Anyway. I'm in love with my Dads night nurse. (the same one dad pleaded was so mean) He spent an hour talking to us tonight about lab results, going over his progress notes and encouraging us to speak up if we feel something isnt right. He has been Dads night nurse for the last 3 days so he agreed Dad was WAY off from yesterday. He is very concerned, as are we. You can bet the hospital will be getting a letter of appreciation in his name from me. This man is AWESOME and he CARES more than any nurse ever has. If I wasn't so fried in my brain at the moment I would tell you all about him. Unfortunately, today was a major emotional overhaul and I cant even add 2+2. Trust me, this man is an angel.....

Tomorrow is a new day.

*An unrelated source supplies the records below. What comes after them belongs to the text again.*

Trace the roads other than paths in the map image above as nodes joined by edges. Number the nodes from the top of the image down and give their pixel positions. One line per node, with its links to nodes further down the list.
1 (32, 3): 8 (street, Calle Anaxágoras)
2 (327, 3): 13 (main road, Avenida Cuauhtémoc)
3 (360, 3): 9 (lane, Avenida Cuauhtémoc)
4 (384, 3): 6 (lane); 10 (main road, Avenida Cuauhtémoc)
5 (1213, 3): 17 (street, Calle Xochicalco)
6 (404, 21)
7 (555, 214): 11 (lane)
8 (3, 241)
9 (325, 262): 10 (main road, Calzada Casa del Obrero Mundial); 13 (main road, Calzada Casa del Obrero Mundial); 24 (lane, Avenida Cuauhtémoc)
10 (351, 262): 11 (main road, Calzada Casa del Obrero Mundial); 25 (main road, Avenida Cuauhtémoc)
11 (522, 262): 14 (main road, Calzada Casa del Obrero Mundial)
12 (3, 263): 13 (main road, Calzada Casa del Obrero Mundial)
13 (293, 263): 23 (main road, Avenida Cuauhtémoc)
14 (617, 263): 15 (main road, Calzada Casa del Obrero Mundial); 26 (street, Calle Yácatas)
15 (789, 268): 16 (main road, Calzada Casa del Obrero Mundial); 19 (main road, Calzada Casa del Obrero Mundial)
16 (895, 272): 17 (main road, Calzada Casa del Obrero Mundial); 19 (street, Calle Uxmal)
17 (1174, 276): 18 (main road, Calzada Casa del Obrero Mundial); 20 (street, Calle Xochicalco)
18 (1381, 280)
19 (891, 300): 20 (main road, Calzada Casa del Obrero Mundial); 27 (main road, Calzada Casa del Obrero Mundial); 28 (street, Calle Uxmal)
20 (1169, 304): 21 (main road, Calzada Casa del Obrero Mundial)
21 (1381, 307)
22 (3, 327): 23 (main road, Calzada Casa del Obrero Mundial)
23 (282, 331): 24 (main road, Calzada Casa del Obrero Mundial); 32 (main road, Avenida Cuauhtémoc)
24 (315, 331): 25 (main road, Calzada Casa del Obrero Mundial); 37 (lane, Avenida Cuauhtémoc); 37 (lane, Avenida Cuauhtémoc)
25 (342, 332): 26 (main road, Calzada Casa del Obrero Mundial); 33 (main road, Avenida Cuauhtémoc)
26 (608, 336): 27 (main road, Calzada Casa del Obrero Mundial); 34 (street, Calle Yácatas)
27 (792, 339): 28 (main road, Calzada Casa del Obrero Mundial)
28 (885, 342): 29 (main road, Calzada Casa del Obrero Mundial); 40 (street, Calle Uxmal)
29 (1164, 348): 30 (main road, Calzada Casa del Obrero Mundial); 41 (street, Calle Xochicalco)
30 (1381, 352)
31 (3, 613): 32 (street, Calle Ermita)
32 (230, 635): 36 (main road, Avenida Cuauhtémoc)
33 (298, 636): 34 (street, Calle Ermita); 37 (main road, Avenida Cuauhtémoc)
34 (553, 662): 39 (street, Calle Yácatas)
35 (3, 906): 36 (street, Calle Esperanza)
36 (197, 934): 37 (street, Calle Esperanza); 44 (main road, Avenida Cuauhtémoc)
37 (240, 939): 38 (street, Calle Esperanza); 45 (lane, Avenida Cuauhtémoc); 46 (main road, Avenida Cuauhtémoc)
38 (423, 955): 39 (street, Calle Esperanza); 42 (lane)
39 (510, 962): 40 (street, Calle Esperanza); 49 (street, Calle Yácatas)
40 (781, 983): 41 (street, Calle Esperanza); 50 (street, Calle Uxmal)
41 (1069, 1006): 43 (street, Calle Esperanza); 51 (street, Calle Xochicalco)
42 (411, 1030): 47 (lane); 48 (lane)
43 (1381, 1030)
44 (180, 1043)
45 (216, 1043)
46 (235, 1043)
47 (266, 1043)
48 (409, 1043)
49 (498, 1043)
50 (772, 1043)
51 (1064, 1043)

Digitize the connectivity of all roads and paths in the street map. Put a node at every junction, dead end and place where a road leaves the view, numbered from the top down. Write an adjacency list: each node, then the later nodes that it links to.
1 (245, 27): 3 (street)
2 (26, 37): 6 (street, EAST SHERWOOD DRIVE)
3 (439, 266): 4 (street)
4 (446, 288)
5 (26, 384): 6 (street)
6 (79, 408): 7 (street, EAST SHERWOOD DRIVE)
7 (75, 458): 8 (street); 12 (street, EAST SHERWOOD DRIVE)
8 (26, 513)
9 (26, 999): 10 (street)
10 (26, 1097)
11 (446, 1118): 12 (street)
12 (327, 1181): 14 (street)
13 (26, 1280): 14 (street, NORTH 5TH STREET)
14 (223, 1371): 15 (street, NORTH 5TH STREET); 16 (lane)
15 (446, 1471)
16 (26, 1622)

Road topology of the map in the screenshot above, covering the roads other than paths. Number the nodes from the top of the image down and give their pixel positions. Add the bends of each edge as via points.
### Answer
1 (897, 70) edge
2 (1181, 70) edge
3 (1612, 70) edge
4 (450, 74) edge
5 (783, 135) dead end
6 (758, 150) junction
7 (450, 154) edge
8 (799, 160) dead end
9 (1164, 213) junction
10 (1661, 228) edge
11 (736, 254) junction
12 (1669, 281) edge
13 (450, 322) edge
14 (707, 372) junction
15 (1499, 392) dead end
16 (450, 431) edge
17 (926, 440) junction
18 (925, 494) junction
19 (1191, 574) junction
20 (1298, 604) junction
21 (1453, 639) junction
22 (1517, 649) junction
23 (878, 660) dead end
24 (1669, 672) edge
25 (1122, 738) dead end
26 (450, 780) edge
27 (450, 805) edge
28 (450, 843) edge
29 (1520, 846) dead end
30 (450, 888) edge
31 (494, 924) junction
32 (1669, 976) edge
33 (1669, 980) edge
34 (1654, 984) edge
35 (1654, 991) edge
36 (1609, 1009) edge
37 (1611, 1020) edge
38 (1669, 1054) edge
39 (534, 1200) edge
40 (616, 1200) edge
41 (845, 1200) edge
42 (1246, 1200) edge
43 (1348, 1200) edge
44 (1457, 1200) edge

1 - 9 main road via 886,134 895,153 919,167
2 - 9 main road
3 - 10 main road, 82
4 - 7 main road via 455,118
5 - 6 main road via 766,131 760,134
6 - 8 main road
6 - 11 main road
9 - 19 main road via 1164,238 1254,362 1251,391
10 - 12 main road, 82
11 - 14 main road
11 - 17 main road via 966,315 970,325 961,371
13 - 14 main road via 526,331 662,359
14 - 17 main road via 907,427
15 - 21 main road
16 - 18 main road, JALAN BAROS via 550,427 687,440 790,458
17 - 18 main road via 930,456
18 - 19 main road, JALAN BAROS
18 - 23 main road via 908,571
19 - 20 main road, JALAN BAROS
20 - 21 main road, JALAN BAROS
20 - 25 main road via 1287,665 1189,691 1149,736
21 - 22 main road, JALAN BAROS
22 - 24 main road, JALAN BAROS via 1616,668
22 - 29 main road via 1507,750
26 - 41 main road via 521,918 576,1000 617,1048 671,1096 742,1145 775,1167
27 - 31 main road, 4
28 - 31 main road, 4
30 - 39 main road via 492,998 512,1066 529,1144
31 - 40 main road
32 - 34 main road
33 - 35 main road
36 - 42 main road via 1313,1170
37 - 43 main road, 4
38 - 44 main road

Hopefully todays meanie dumb dumb nurse will not be back. Hemodialysis is only done every 3 days so hopefully Dads imbalances and shock to his system will be settling down in between. Now I just pray that he can resume his old way of Dialysis when Monday comes so that this delirium doesnt continue or happen again. I miss my real Dad. Delirium is a crazy thing.

Strange stuff

Yesterday my Dad became an entirely different person. The good thing was he wanted to walk, and he walked many times just because he wanted too, not because he had to. All vitals are great. He didnt have any pain. Then, came someone we just dont know.

Its like Dad has Alzheimer's. He seemed very clear in his mind, he didnt seem drugged up. But he said silly things as though he was trying to be a comedian. Honestly, he was totally funny and it was hard not to laugh at his voice. He sounds like a young child that needs explanation for everything. He seemed very naive....reminds me of the movie Rain Man! As he began talking more and more, it was more apparent that he was someone else. The way he was responding to his nurses, to us.....was mystifying. He was like a broken child that had been through trauma and didnt know what else to say but to keep talking. About everything. It was such a relief, but strange at the same time because he wasnt the person we know. He sure was funny, in a sad kind of way.

This morning when I came in to see him he said "Kelly?" Then proceeded to plead with me to tell his nurse he cant see. Complete 360 from yesterday. No more funny stuff. He looks desperately sad and confused. His dialysis nurse is in with him, so I could only stay for a minute. He said Dad CAN see, he knows we are holding up 2 fingers. I told Dad he CAN see, you can see two fingers. He replied with "OK" and then silenced. Within a minute he was telling me "Please tell the nurse I cant see"

I'm sitting here devastated. I knew there would be good days and harder days, I just expected the confusion to get better. We were SO happy with his silliness and comfort yesterday. Today, I'm afraid of what the day holds.